Self control, self-actualization, the realization of our ‘dreams’, any sense of fulfillment is found by living one’s life directly, in the physical, organic, living world, with direct consequences, exploring ourselves in the process of attempting, failing, learning and succeeding, independent of abstract, virtual, gate keepers, influencers, marketers and politicians, who would have us look to them for direction and purpose. It is an error to think of one’s virtual community as a viable pathway to a full life, a life of independence. Social media gains power over us as we disengage from our local human community, as we become disconnected from the living world with which we would have otherwise been immersed, as we reject other human beings, members of the larger community, mentors and teachers, collaborators and competitors, surrendering the clear and connected relationships of an active , engaged life, for those chosen, by algorithms and our ‘peers’, choices which, more and more become choices made outside of us, by a collective other.

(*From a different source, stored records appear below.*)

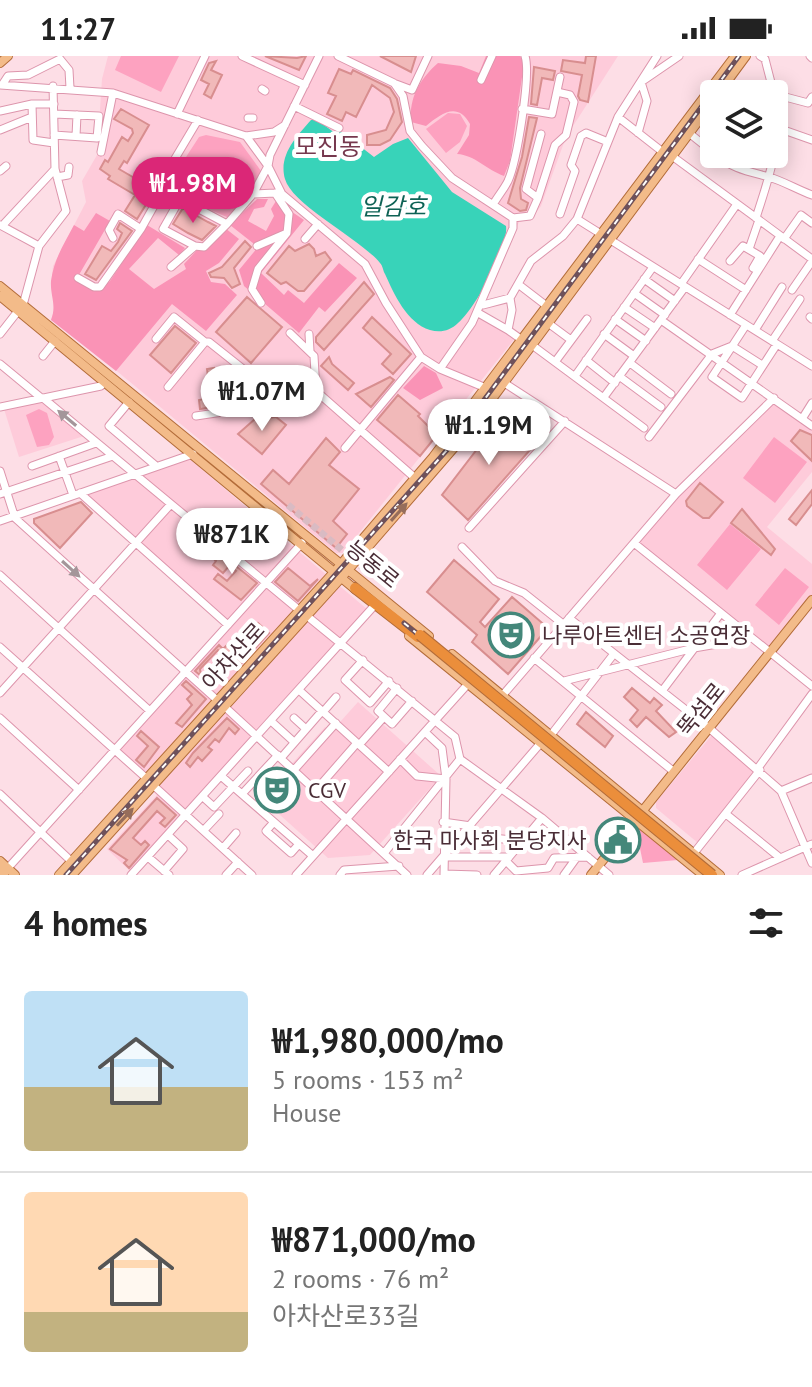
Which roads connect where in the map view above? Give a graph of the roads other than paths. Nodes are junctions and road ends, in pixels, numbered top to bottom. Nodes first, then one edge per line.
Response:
1 (8, 56) edge
2 (205, 56) edge
3 (242, 56) edge
4 (319, 56) edge
5 (338, 56) edge
6 (428, 56) edge
7 (492, 56) edge
8 (525, 56) edge
9 (657, 56) edge
10 (679, 56) edge
11 (735, 56) edge
12 (746, 56) edge
13 (760, 56) edge
14 (61, 57) edge
15 (253, 58) edge
16 (0, 63) edge
17 (560, 77) dead end
18 (481, 80) dead end
19 (728, 80) edge
20 (770, 80) edge
21 (641, 82) junction
22 (394, 83) junction
23 (1, 85) edge
24 (305, 85) junction
25 (53, 86) junction
26 (70, 88) junction
27 (412, 90) junction
28 (557, 92) junction
29 (113, 93) junction
30 (788, 96) edge
31 (810, 100) edge
32 (32, 104) junction
33 (54, 104) junction
34 (294, 106) junction
35 (407, 108) junction
36 (522, 109) junction
37 (0, 111) edge
38 (54, 114) junction
39 (177, 114) junction
40 (77, 115) junction
41 (32, 117) junction
42 (618, 117) junction
43 (700, 118) edge
44 (198, 120) junction
45 (285, 125) junction
46 (339, 128) dead end
47 (0, 130) edge
48 (788, 132) edge
49 (638, 133) junction
50 (689, 133) junction
51 (541, 134) dead end
52 (76, 136) junction
53 (246, 136) junction
54 (54, 139) junction
55 (812, 140) edge
56 (608, 142) junction
57 (700, 142) edge
58 (101, 152) dead end
59 (668, 154) junction
60 (268, 166) junction
61 (69, 167) dead end
62 (734, 168) edge
63 (771, 168) edge
64 (56, 173) junction
65 (769, 177) junction
66 (164, 188) junction
67 (279, 193) junction
68 (253, 194) junction
69 (812, 195) edge
70 (538, 198) junction
71 (180, 199) junction
72 (494, 203) junction
73 (737, 204) junction
74 (560, 214) dead end
75 (516, 215) junction
76 (577, 219) junction
77 (758, 219) junction
78 (223, 223) junction
79 (812, 223) edge
80 (318, 224) junction
81 (1, 225) edge
82 (141, 229) junction
83 (287, 233) junction
84 (309, 237) dead end
85 (606, 237) junction
86 (113, 238) dead end
87 (782, 238) junction
88 (39, 246) junction
89 (195, 246) junction
90 (257, 246) dead end
91 (749, 249) junction
92 (698, 259) junction
93 (812, 259) edge
94 (730, 261) dead end
95 (171, 267) dead end
96 (653, 267) junction
97 (753, 268) dead end
98 (78, 278) dead end
99 (644, 279) junction
100 (518, 284) junction
101 (0, 286) edge
102 (683, 286) junction
103 (782, 287) dead end
104 (746, 290) junction
105 (792, 290) dead end
106 (634, 293) junction
107 (0, 296) edge
108 (510, 298) junction
109 (800, 299) dead end
110 (675, 301) junction
111 (261, 303) dead end
112 (483, 305) dead end
113 (548, 307) junction
114 (624, 307) junction
115 (21, 308) junction
116 (480, 314) dead end
117 (730, 315) junction
118 (663, 317) junction
119 (587, 319) dead end
120 (615, 319) junction
121 (548, 323) junction
122 (746, 325) junction
123 (3, 326) edge
124 (655, 328) junction
125 (508, 330) junction
126 (755, 330) junction
127 (290, 333) dead end
128 (0, 334) edge
129 (309, 334) dead end
130 (604, 334) junction
131 (156, 339) dead end
132 (522, 340) junction
133 (571, 340) junction
134 (55, 341) junction
135 (646, 341) junction
136 (205, 342) junction
137 (774, 342) junction
138 (532, 345) junction
139 (732, 346) junction
140 (310, 351) junction
141 (712, 354) junction
142 (43, 356) dead end
143 (421, 357) junction
144 (632, 359) junction
145 (586, 360) junction
146 (723, 361) junction
147 (555, 362) junction
148 (0, 364) edge
149 (762, 365) junction
150 (812, 366) edge
151 (440, 369) junction
152 (575, 376) junction
153 (495, 377) junction
154 (617, 380) junction
155 (752, 381) junction
156 (104, 382) junction
157 (504, 384) junction
158 (168, 387) dead end
159 (486, 388) junction
160 (316, 391) junction
161 (671, 394) dead end
162 (604, 397) junction
163 (42, 398) junction
164 (774, 398) junction
165 (129, 402) junction
166 (812, 403) edge
167 (0, 407) edge
168 (661, 407) dead end
169 (196, 416) dead end
170 (802, 419) junction
171 (565, 421) junction
172 (812, 426) edge
173 (360, 428) junction
174 (644, 428) dead end
175 (649, 437) dead end
176 (96, 443) junction
177 (345, 448) dead end
178 (193, 454) junction
179 (59, 456) junction
180 (113, 456) junction
181 (210, 463) junction
182 (32, 466) dead end
183 (156, 466) junction
184 (0, 471) edge
185 (65, 473) junction
186 (134, 473) junction
187 (415, 478) junction
188 (3, 493) edge
189 (77, 494) junction
190 (676, 494) junction
191 (171, 504) junction
192 (14, 516) junction
193 (0, 521) edge
194 (469, 528) dead end
195 (136, 543) junction
196 (302, 543) junction
197 (634, 543) junction
198 (462, 547) dead end
199 (341, 571) junction
200 (0, 575) edge
201 (266, 582) junction
202 (329, 584) junction
203 (358, 585) junction
204 (94, 589) junction
205 (810, 605) edge
206 (374, 606) junction
207 (299, 610) junction
208 (721, 613) junction
209 (307, 616) junction
210 (566, 621) junction
211 (228, 625) junction
212 (59, 628) junction
213 (752, 638) junction
214 (342, 643) junction
215 (0, 647) edge
216 (694, 648) junction
217 (770, 652) junction
218 (613, 655) junction
219 (534, 658) junction
220 (363, 660) junction
221 (629, 666) junction
222 (23, 668) junction
223 (601, 671) junction
224 (186, 672) junction
225 (389, 681) junction
226 (564, 681) junction
227 (467, 685) junction
228 (812, 686) edge
229 (397, 688) junction
230 (233, 690) junction
231 (299, 690) junction
232 (662, 691) junction
233 (0, 693) edge
234 (812, 694) edge
235 (502, 696) junction
236 (582, 696) junction
237 (336, 697) dead end
238 (217, 700) junction
239 (412, 701) junction
240 (225, 707) junction
241 (150, 711) junction
242 (323, 712) junction
243 (384, 717) junction
244 (0, 718) edge
245 (294, 718) dead end
246 (435, 720) junction
247 (271, 721) junction
248 (336, 723) junction
249 (709, 728) junction
250 (306, 729) junction
251 (425, 732) junction
252 (551, 735) junction
253 (257, 736) junction
254 (294, 742) junction
255 (358, 744) junction
256 (539, 745) junction
257 (115, 750) junction
258 (279, 756) junction
259 (400, 759) junction
260 (460, 759) junction
261 (759, 769) junction
262 (294, 770) junction
263 (248, 771) dead end
264 (673, 771) junction
265 (389, 772) junction
266 (221, 776) junction
267 (146, 778) junction
268 (812, 778) edge
269 (446, 779) junction
270 (154, 786) junction
271 (234, 787) junction
272 (79, 790) junction
273 (316, 790) junction
274 (503, 790) junction
275 (781, 791) junction
276 (0, 794) edge
277 (242, 794) junction
278 (203, 797) junction
279 (216, 810) junction
280 (642, 810) junction
281 (726, 814) junction
282 (186, 815) junction
283 (348, 818) junction
284 (542, 818) junction
285 (635, 819) junction
286 (274, 822) junction
287 (443, 822) junction
288 (471, 826) junction
289 (603, 829) dead end
290 (204, 830) junction
291 (41, 832) junction
292 (236, 833) dead end
293 (168, 835) junction
294 (463, 835) junction
295 (618, 840) junction
296 (523, 841) junction
297 (299, 844) junction
298 (809, 846) edge
299 (223, 848) junction
300 (385, 852) junction
301 (694, 853) junction
302 (313, 856) junction
303 (148, 857) junction
304 (444, 857) junction
305 (577, 857) junction
306 (588, 857) junction
307 (779, 857) junction
308 (508, 859) junction
309 (0, 861) edge
310 (238, 862) junction
311 (812, 863) edge
312 (399, 866) junction
313 (598, 866) junction
314 (74, 868) edge
315 (7, 872) edge
316 (166, 873) edge
317 (444, 874) edge
318 (59, 875) edge
319 (87, 875) edge
320 (131, 875) edge
321 (226, 875) edge
322 (252, 875) edge
323 (296, 875) edge
324 (340, 875) edge
325 (407, 875) edge
326 (427, 875) edge
327 (477, 875) edge
328 (495, 875) edge
329 (564, 875) edge
330 (591, 875) edge
331 (609, 875) edge
332 (708, 875) edge
333 (720, 875) edge
334 (742, 875) edge

1 - 16 main road
2 - 39 street
3 - 15 street
4 - 24 street
5 - 22 street
6 - 27 street
7 - 18 street
8 - 36 street
9 - 21 street
10 - 21 street
11 - 59 main road, 아차산로
12 - 19 main road
13 - 20 street
14 - 23 street
14 - 26 street
15 - 24 street
17 - 28 street
21 - 42 street
21 - 49 street
22 - 27 street
22 - 35 street
23 - 25 street
24 - 34 street
25 - 26 street
25 - 33 street
26 - 29 street
27 - 35 street
28 - 36 street
28 - 70 street
29 - 39 street
29 - 58 street
30 - 31 street
32 - 33 street
32 - 37 street
32 - 41 street
33 - 38 street
34 - 45 street
34 - 46 street
35 - 72 street
36 - 72 street
38 - 40 street
38 - 54 street
39 - 44 street
40 - 52 street
40 - 52 street
41 - 47 street
41 - 54 street
42 - 49 street
42 - 56 street
43 - 50 main road, 아차산로
44 - 53 street
44 - 66 street
45 - 53 street
45 - 60 street
48 - 55 street
49 - 59 street
50 - 57 street
50 - 59 main road, 아차산로
51 - 70 street
52 - 54 street
53 - 60 street
54 - 64 street
56 - 74 street
56 - 76 street
59 - 73 street
59 - 85 main road, 아차산로
60 - 67 street
60 - 68 street
61 - 64 street
62 - 65 street
63 - 65 street
64 - 81 street
64 - 88 street
65 - 69 street
65 - 77 street
66 - 71 street
66 - 82 street
67 - 68 street
67 - 80 street
67 - 83 street
68 - 78 street
70 - 75 street
71 - 78 street
71 - 89 street
72 - 75 street
73 - 77 street
73 - 92 street
75 - 151 street
76 - 85 street
76 - 100 street
77 - 87 street
77 - 91 street
78 - 89 street
79 - 87 street
80 - 84 street
80 - 143 street
81 - 88 street
82 - 86 street
82 - 98 street
83 - 90 street
83 - 111 street
85 - 96 street
85 - 113 main road, 아차산로
85 - 121 main road, 아차산로
87 - 93 street
87 - 104 street
88 - 115 street
89 - 95 street
91 - 94 street
91 - 97 street
92 - 102 street
92 - 104 street
93 - 105 street
96 - 99 street
96 - 102 street
99 - 106 street
99 - 110 street
100 - 108 street
100 - 113 street
101 - 115 main road, 능동로
102 - 110 street
102 - 117 street
103 - 126 street
104 - 117 street
106 - 114 street
106 - 118 street
107 - 115 main road, 능동로
108 - 112 street
108 - 125 street
109 - 137 street
110 - 118 street
113 - 132 main road, 아차산로
114 - 120 street
114 - 124 street
115 - 123 street
115 - 134 main road, 능동로
115 - 181 main road, 능동로
116 - 125 street
117 - 122 street
118 - 124 street
118 - 141 street
119 - 133 street
120 - 130 street
120 - 135 street
121 - 133 street
121 - 138 main road, 아차산로
122 - 126 street
122 - 139 street
123 - 128 street
124 - 135 street
125 - 132 street
126 - 137 street
127 - 140 street
129 - 140 street
130 - 144 street
130 - 145 street
131 - 136 street
132 - 153 main road, 아차산로
133 - 147 street
134 - 142 street
134 - 156 main road, 능동로
135 - 144 street
136 - 158 street
136 - 160 street
137 - 149 street
137 - 150 street
138 - 147 street
138 - 157 main road, 아차산로
139 - 141 street
139 - 146 street
139 - 149 street
140 - 160 street
141 - 146 street
141 - 175 street
143 - 151 street
143 - 173 street
144 - 154 street
144 - 161 street
145 - 152 street
145 - 154 street
146 - 155 street
146 - 155 street
147 - 152 street
148 - 163 street
149 - 155 street
151 - 159 street
152 - 162 street
153 - 157 street
153 - 159 main road, 아차산로
154 - 162 street
154 - 168 street
155 - 164 street
156 - 163 street
156 - 165 main road, 능동로
157 - 171 street
199 -> 157 main road, 아차산로
159 - 187 main road, 아차산로
160 - 169 street
160 - 173 street
162 - 174 street
163 - 167 street
176 -> 163 street
164 - 170 street
164 - 190 street
165 - 178 main road, 능동로
165 - 183 street
166 - 170 street
170 - 172 street
171 - 190 street
171 - 194 street
173 - 177 street
173 - 187 street
176 - 179 street
176 - 180 street
178 - 181 main road, 능동로
178 - 183 street
179 - 182 street
179 - 185 street
180 - 185 street
180 - 186 street
181 - 196 main road, 능동로
181 - 199 main road, 능동로
183 - 186 street
184 - 188 street
185 - 188 street
185 - 189 street
186 - 189 street
186 - 191 street
187 - 199 main road, 아차산로
188 - 192 street
189 - 192 street
189 - 195 street
190 - 197 street
191 - 195 street
191 - 201 street
192 - 193 street
192 -> 204 street
195 - 204 street
195 - 211 street
196 - 199 main road, 능동로
196 - 201 street
197 - 208 street
197 - 210 street
198 - 210 street
199 - 202 main road, 아차산로
199 - 203 main road, 능동로
200 - 212 street
201 - 207 street
201 - 211 street
202 - 207 main road, 아차산로
202 - 209 main road, 아차산로
202 - 230 main road
203 - 206 main road, 능동로
203 - 235 main road, 능동로
203 - 332 highway, bridge
204 - 212 street
204 - 224 street
205 - 217 main road, 뚝섬로
206 - 214 street
206 - 227 main road, 능동로
207 - 230 main road, 아차산로
208 - 213 street
208 - 216 street
209 - 214 street
209 - 230 main road, 아차산로
210 - 218 street
210 - 219 street
211 - 224 street
212 - 222 street
212 - 241 street
213 - 216 street
213 - 217 street
214 - 220 street
214 - 231 street
215 - 222 street
216 - 221 street
216 - 232 street
217 - 228 street
217 - 249 main road, 뚝섬로
218 - 221 street
218 - 223 street
219 - 226 street
219 - 235 street
220 - 225 street
220 - 225 street
221 - 223 street
221 - 232 street
222 - 233 street
222 - 257 street
223 - 226 street
223 - 236 street
224 - 238 street
224 - 241 street
225 - 229 street
226 - 236 street
227 - 246 street
227 - 256 main road, 능동로
229 - 239 street
229 - 243 street
230 - 238 main road, 아차산로
230 - 240 main road, 아차산로
231 - 242 street
231 - 247 street
232 - 249 street
234 - 261 street
235 - 252 main road, 능동로
236 - 252 street
236 - 264 street
237 - 242 street
238 - 267 main road, 아차산로
239 - 243 street
239 - 246 street
240 - 253 street
240 - 270 main road, 아차산로
241 - 257 street
242 - 248 street
242 - 250 street
243 - 255 street
244 - 272 street
245 - 250 street
246 - 251 street
246 - 260 street
247 - 253 street
247 - 254 street
248 - 255 street
248 - 262 street
249 - 261 street
249 - 264 main road, 뚝섬로
250 - 254 street
251 - 259 street
251 - 269 street
252 - 280 main road, 능동로
253 - 258 street
253 - 266 street
254 - 258 street
255 - 265 street
255 - 273 street
256 - 274 street
256 - 285 main road, 능동로
257 - 267 street
257 - 272 street
258 - 262 street
258 - 277 street
259 - 265 street
259 - 269 street
260 - 269 street
260 - 274 street
261 - 275 street
261 - 281 street
262 - 273 street
263 - 271 street
264 - 280 main road, 뚝섬로
265 - 283 street
266 - 271 street
266 - 278 street
267 - 314 main road, 아차산로
268 - 275 street
269 - 287 street
269 - 300 street
270 - 282 street
314 -> 270 main road, 아차산로
271 - 277 street
271 - 279 street
272 - 291 street
273 - 283 street
274 - 284 street
274 - 288 street
275 - 298 street
276 - 291 street
277 - 286 street
278 - 279 street
278 - 282 street
279 - 290 street
280 - 285 main road, 뚝섬로
280 - 301 main road, 능동로
281 - 301 street
281 - 307 street
282 - 290 street
282 - 293 street
283 - 300 street
283 - 302 street
284 - 296 street
284 - 306 street
285 - 295 main road, 뚝섬로
285 - 332 main road, 능동로
286 - 297 street
286 - 297 street
287 - 288 street
287 - 304 street
288 - 294 street
289 - 295 street
290 - 299 street
291 - 314 street
291 - 315 street
292 - 299 street
293 - 303 street
293 - 316 street
294 - 296 street
294 - 304 street
295 - 313 main road, 뚝섬로
296 - 308 street
297 - 302 street
298 - 307 street
298 - 311 street
299 - 310 street
300 - 312 street
301 - 333 main road, 능동로
302 - 323 street
303 - 316 street
303 - 320 street
304 - 308 street
304 - 317 street
304 - 326 street
305 - 306 street
305 - 308 street
305 - 329 street
306 - 313 street
307 - 334 street
308 - 328 street
309 - 315 main road
310 - 321 street
310 - 322 street
312 - 324 street
312 - 325 street
313 - 330 main road, 뚝섬로
313 - 331 street
314 - 318 main road, 아차산로
314 - 319 street
317 - 327 street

In doing all of this the owners and developers of these technologies, these ‘services’, have consciously cultivated a dependence on them by we the users. Our need feeds their profits. We come to believe that we must have them. Marketers and advertisers work to package us, to smooth our edges and conflate our desires into one. In contradiction to their pronouncements, they seek less engagement with us. They seek to shape us rather than accommodate our unique qualities. That requires more of them, which translates into more cost, less profit. They are dependent upon our collective and shared desires. They seek to sell us packages they can provide easily and in mass. It is the nature of mass marketing. The individual merged into the masses. Like purveyors of goods and services, social media have taken a similar approach and have created a need, a demand for their service, that absent our engagement with them, would not exist. No one ‘needs’ social media, not like we do air, water, food, shelter direct human relationships, so our commitment to social media requires deeper, long term engagement to establish and sustain our relationship with it and now they have that. As I said above, we don’t really need the supporting technologies implanted in us, we have already chosen the path they’ve made for us. We carry our devices everywhere, readily supplying them with what they need to know about us to perfect their algorithms and cement our relationship to this self-described ‘benefactor’, capable of meeting our every need…as long as they fall within their system’s capacity provide and control it.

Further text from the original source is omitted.